Relation extraction between body parts and problem entities

Description

Relation extraction between body parts and problem entities in clinical texts

Predicted Entities

1 : Shows that there is a relation between the body part entity and the entities labeled as problem ( diognosis, symptom etc.) 0 : Shows that there no relation between the body part entity and the entities labeled as problem ( diognosis, symptom etc.)

Open in Colab Download

How to use


ner_tagger = sparknlp.annotators.NerDLModel()\
    .pretrained('jsl_ner_wip_greedy_clinical','en','clinical/models')\
    .setInputCols("sentences", "tokens", "embeddings")\
    .setOutputCol("ner_tags") 

reModel = RelationExtractionModel.pretrained("re_bodypart_problem","en","clinical/models")\
    .setInputCols(["word_embeddings","chunk","pos","dependency"])\
    .setOutput("relations")
    .setRelationPairs(['symptom-external_body_part_or_region'])

pipeline = Pipeline(stages=[documenter, sentencer, tokenizer, words_embedder, pos_tagger, ner_tagger, ner_chunker, dependency_parser, reModel)

model = pipeline.fit(spark.createDataFrame([[""]]).toDF("text"))

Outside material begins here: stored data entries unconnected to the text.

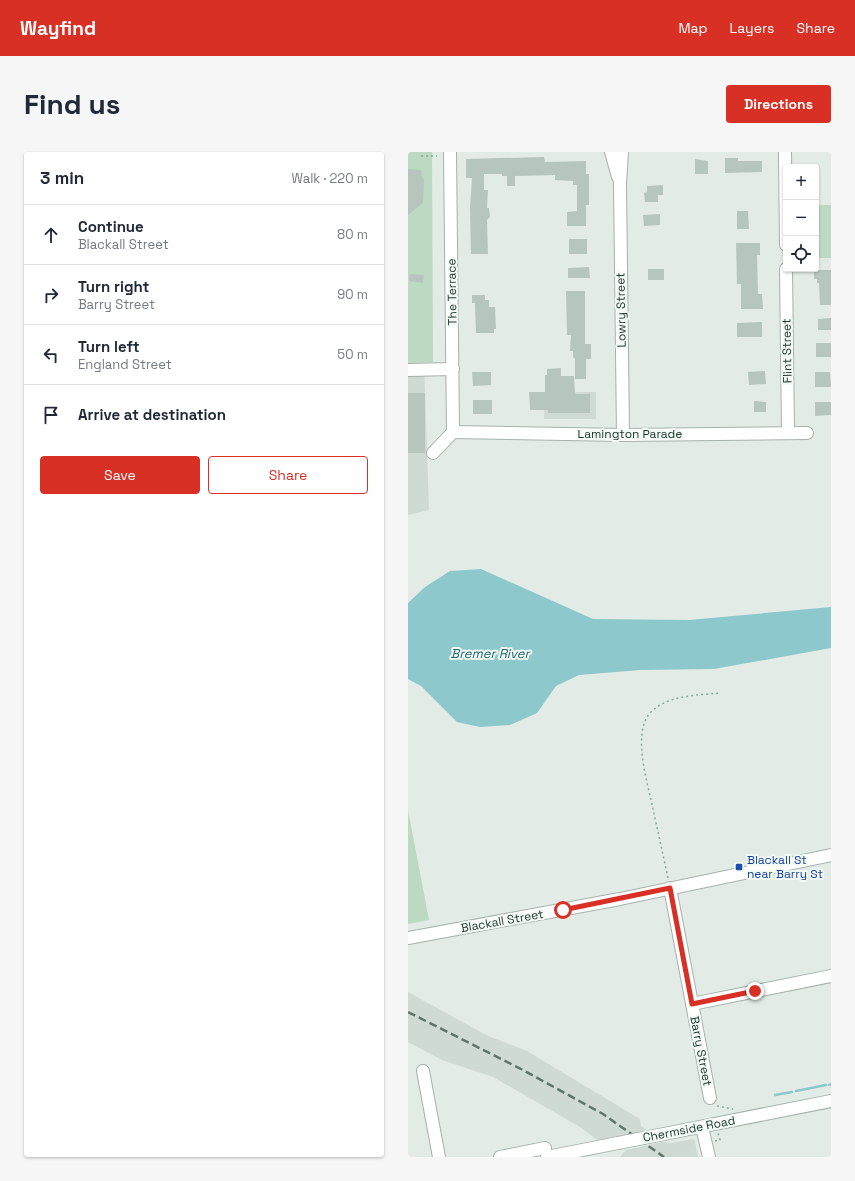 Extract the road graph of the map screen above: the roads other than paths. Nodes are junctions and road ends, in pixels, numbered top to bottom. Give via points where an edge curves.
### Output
1 (450, 152) edge
2 (611, 152) edge
3 (622, 152) edge
4 (785, 152) edge
5 (620, 184) junction
6 (786, 236) edge
7 (786, 272) edge
8 (453, 369) junction
9 (408, 370) edge
10 (453, 432) junction
11 (788, 432) junction
12 (808, 432) dead end
13 (623, 436) junction
14 (433, 453) dead end
15 (831, 855) edge
16 (670, 888) junction
17 (408, 938) edge
18 (831, 976) edge
19 (692, 1004) junction
20 (423, 1071) dead end
21 (831, 1101) edge
22 (712, 1102) road end
23 (702, 1127) junction
24 (546, 1153) edge
25 (584, 1154) edge
26 (439, 1157) edge
27 (500, 1157) edge
28 (709, 1157) edge

1 - 8 street, The Terrace
2 - 5 street, Lowry Street
3 - 5 street, Lowry Street
4 - 6 street
5 - 13 street, Lowry Street
7 - 11 street, Flint Street
8 - 9 street
8 - 10 street, The Terrace
10 - 13 street, Lamington Parade
10 - 14 street
11 - 12 street, Lamington Parade
11 - 13 street, Lamington Parade
15 - 16 street, Blackall Street
16 - 17 street, Blackall Street
16 - 19 street, Barry Street
18 - 19 street
19 - 22 street, Barry Street
20 - 26 street
21 - 23 street, Chermside Road
23 - 25 street, Chermside Road, bridge via 618,1143
23 - 28 street
24 - 25 street, Chermside Road
24 - 27 street, Chermside Road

results = LightPipeline(model).fullAnnotate('''No neurologic deficits other than some numbness in his left hand.''')

Results

| index | relations | entity1 | entity1_begin | entity1_end | chunk1              | entity2                      | entity2_end | entity2_end | chunk2 | confidence |
|-------|-----------|---------|---------------|-------------|---------------------|------------------------------|-------------|-------------|--------|------------|
| 0     | 0         | Symptom | 3             | 21          | neurologic deficits | external_body_part_or_region | 60          | 63          | hand   | 0.999998   |
| 1     | 1         | Symptom | 39            | 46          | numbness            | external_body_part_or_region | 60          | 63          | hand   | 1          |

Model Information

Model Name: re_bodypart_problem
Type: re
Compatibility: Spark NLP 2.7.1+
License: Licensed
Edition: Official
Input Labels: [embeddings, pos_tags, train_ner_chunks, dependencies]
Output Labels: [relations]
Language: en
Dependencies: embeddings_clinical

Data Source

Trained on custom datasets annotated internally

Benchmarking

| relation | recall | precision |
|----------|--------|-----------|
| 0        | 0.72   | 0.82      |
| 1        | 0.94   | 0.91      |